Arginase-1 targeting peptide vaccine in patients with metastatic solid tumors - A phase I trial
Cathrine Lund Lorentzen, Evelina Martinenaite, Julie Westerlin Kjeldsen, Rikke Boedker Holmstroem, Sofie Kirial Mørk, Ayako Wakatsuki Pedersen, Eva Ehrnrooth, Mads Hald Andersen, Inge Marie Svane, Cathrine Lund Lorentzen, Evelina Martinenaite, Julie Westerlin Kjeldsen, Rikke Boedker Holmstroem, Sofie Kirial Mørk, Ayako Wakatsuki Pedersen, Eva Ehrnrooth, Mads Hald Andersen, Inge Marie Svane
Abstract
Background: Arginase-1-producing cells inhibit T cell-mediated anti-tumor responses by reducing L-arginine levels in the tumor microenvironment. T cell-facilitated elimination of arginase-1-expressing cells could potentially restore L-arginine levels and improve anti-tumor responses. The activation of arginase-1-specific T cells may convert the immunosuppressive tumor microenvironment and induce or strengthen local Th1 inflammation. In the current clinical study, we examined the safety and immunogenicity of arginase-1-based peptide vaccination.
Methods: In this clinical phase I trial, ten patients with treatment-refractory progressive solid tumors were treated. The patients received an arginase-1 peptide vaccine comprising three 20-mer peptides from the ARG1 immunological "hot spot" region in combination with the adjuvant Montanide ISA-51. The vaccines were administered subcutaneously every third week (maximum 16 vaccines). The primary endpoint was to evaluate safety assessed by Common Terminology Criteria for Adverse Events 4.0 and laboratory monitoring. Vaccine-specific immune responses were evaluated using enzyme-linked immune absorbent spot assays and intracellular cytokine staining on peripheral blood mononuclear cells. Clinical responses were evaluated using Response Evaluation Criteria in Solid Tumors 1.1.

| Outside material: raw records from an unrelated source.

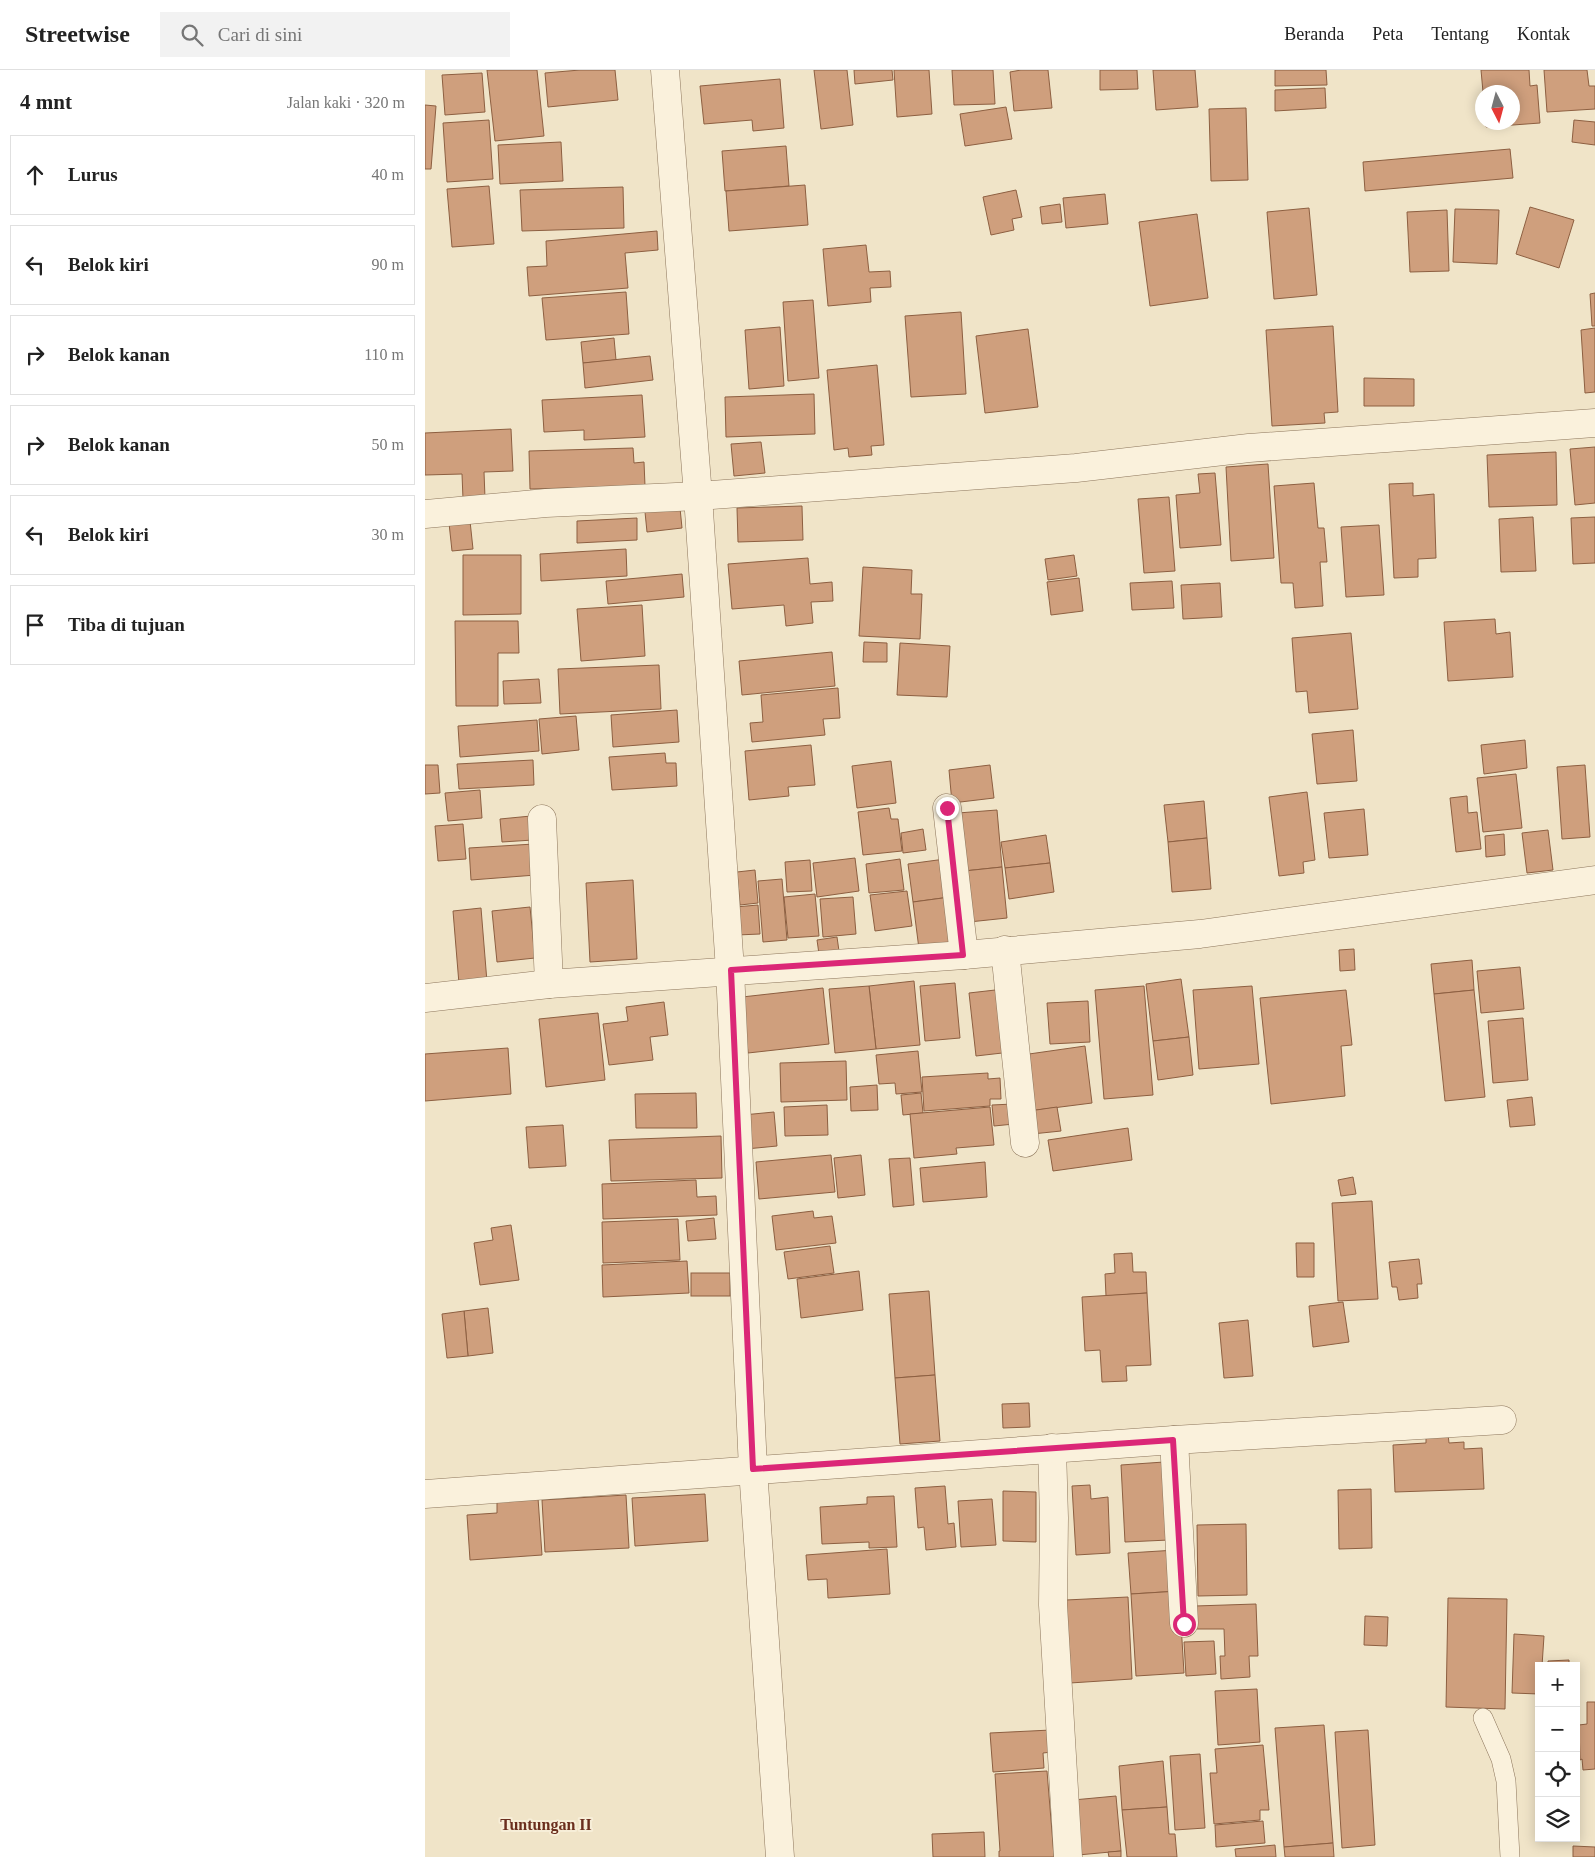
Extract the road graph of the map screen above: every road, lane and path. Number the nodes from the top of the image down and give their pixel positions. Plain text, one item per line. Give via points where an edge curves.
1 (665, 70) edge
2 (1595, 423) edge
3 (697, 496) junction
4 (425, 514) edge
5 (947, 808) dead end
6 (542, 819) dead end
7 (1595, 880) edge
8 (1005, 950) junction
9 (963, 955) junction
10 (731, 970) junction
11 (549, 984) junction
12 (425, 998) edge
13 (1025, 1143) dead end
14 (1502, 1420) dead end
15 (1173, 1440) junction
16 (1052, 1448) junction
17 (753, 1469) junction
18 (425, 1494) edge
19 (1184, 1624) dead end
20 (1483, 1718) dead end
21 (780, 1857) edge
22 (1068, 1857) edge
23 (1510, 1857) edge

1 - 3 street
2 - 3 street via 1249,448 1076,468
3 - 4 street via 546,503
3 - 10 street
5 - 9 street
6 - 11 street
7 - 8 street via 1200,934
8 - 9 street
8 - 13 street
9 - 10 street
10 - 11 street
10 - 17 street
11 - 12 street
14 - 15 street
15 - 16 street
15 - 19 street
16 - 17 street
16 - 22 street via 1053,1606
17 - 18 street
17 - 21 street
20 - 23 lane via 1501,1759 1506,1781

Results: The vaccination was feasible, and no vaccine-related grade 3-4 adverse events were registered. Nine (90%) of ten patients exhibited peptide-specific immune responses in peripheral blood mononuclear cells. Six (86%) of the seven evaluable patients developed a reactive T cell response against at least one of the ARG1 peptides during treatment. A phenotypic classification revealed that arginase-1 vaccine-specific T cells were both CD4+ T cells and CD8+ T cells. Two (20%) of ten patients obtained stable disease for respectively four- and seven months on vaccination treatment.
Conclusion: The peptide vaccine against arginase-1 was safe. Nine (90%) of ten patients had measurable peptide-specific responses in the periphery blood, and two (20%) of ten patients attained stable disease on protocol treatment.
Clinical trial registration: https://ichgcp.net/clinical-trials-registry/NCT03689192, identifier NCT03689192.
Keywords: arginase-1; first-in-human; peptide; solid tumors; vaccination.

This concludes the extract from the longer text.